No, dovevamo farlo anche nel primo tempo, abbiamo sbagliato a livello di palleggio. Avrei voluto che anche Florenzi si alzasse un po’ prima in determinati momenti della gara perché loro difendevano in tanti e dovevamo preoccuparci meno di tenere i terzini stretti in partenza. Diego ha fatto bene in queste situazioni, ci dovevamo buttare un po’ di più con gli esterni perché quando trovi squadre di contenimento dobbiamo essere più lucidi e bravi.

Finalmente un po’ di fortuna. Oggi ho notato troppa frenesia…
In alcune occasioni si, in altre no. La squadra ha avuto un buon possesso, a volte certe giocate vanno forzate, lo ribadisco, qualche verticalizzazione in più ci vuole, nella scelta finale non siamo stati bravi. Solo il lavoro e la continuità di quello che proviamo in settimana possono aiutarci.

Miglior difesa del campionato, ma l’attacco è in sesta posizione…

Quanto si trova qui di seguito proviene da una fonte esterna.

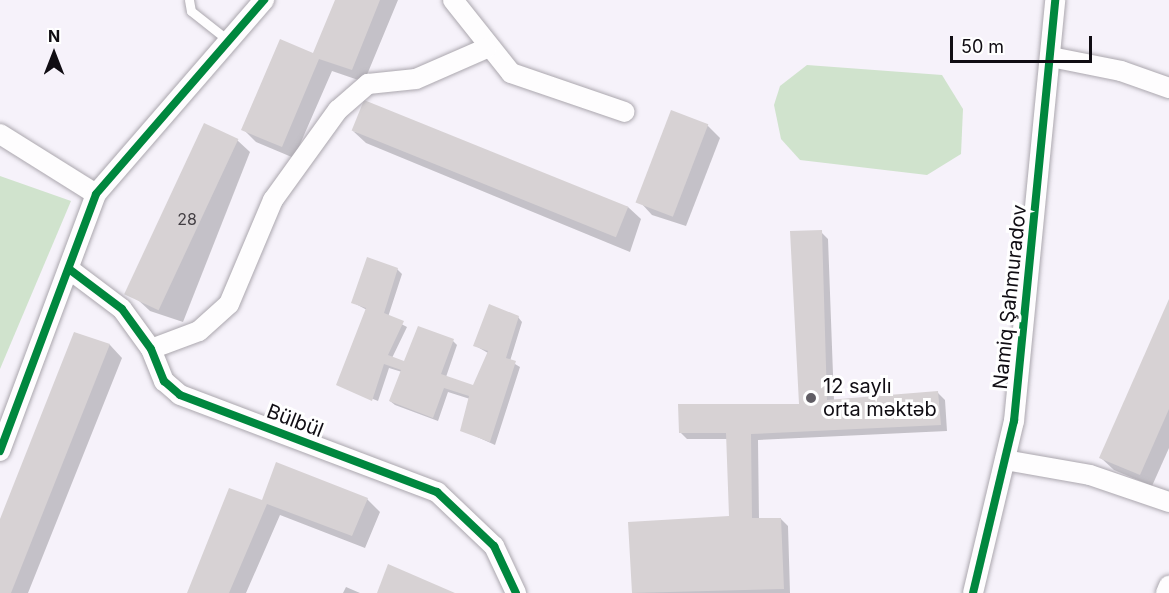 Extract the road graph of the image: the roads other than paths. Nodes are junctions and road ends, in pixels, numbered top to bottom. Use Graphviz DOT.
graph roads {
  1 [pos="189,0"];
  2 [pos="264,0"];
  3 [pos="453,0"];
  4 [pos="1055,0"];
  5 [pos="229,41"];
  6 [pos="487,48"];
  7 [pos="1051,57"];
  8 [pos="1169,88"];
  9 [pos="624,112"];
  10 [pos="0,134"];
  11 [pos="96,194"];
  12 [pos="69,269"];
  13 [pos="151,349"];
  14 [pos="0,451"];
  15 [pos="1005,460"];
  16 [pos="1169,502"];
  17 [pos="1169,586"];
  18 [pos="516,593"];
  19 [pos="973,593"];
  20 [pos="1166,593"];
  1 -- 5 [label="lane"];
  2 -- 5 [label="street"];
  3 -- 6 [label="street"];
  4 -- 7 [label="street, Namiq Şahmuradov"];
  5 -- 11 [label="street"];
  6 -- 9 [label="street"];
  6 -- 13 [label="street"];
  7 -- 8 [label="street"];
  7 -- 15 [label="street, Namiq Şahmuradov"];
  10 -- 11 [label="street"];
  11 -- 12 [label="street"];
  12 -- 13 [label="street, Bülbül"];
  12 -- 14 [label="street"];
  13 -- 18 [label="street, Bülbül"];
  15 -- 16 [label="street"];
  15 -- 19 [label="street, Namiq Şahmuradov"];
  17 -- 20 [label="street"];
}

I dati sono importanti, ma per poter fare tanti gol e prenderne meno più tieni palla e meglio è. Il Napoli fa tanti gol perché ha un grande possesso palla, dobbiamo migliorare se vogliamo ottenere qualcosa di importante, ma teniamoci stretto il primato della miglior difesa, quando tutti invece si aspettavano una difesa differente. Poi a me piace lavorare nella fase offensiva. Ci teniamo stretti i numeri anche se non concretizzando diventano relativi.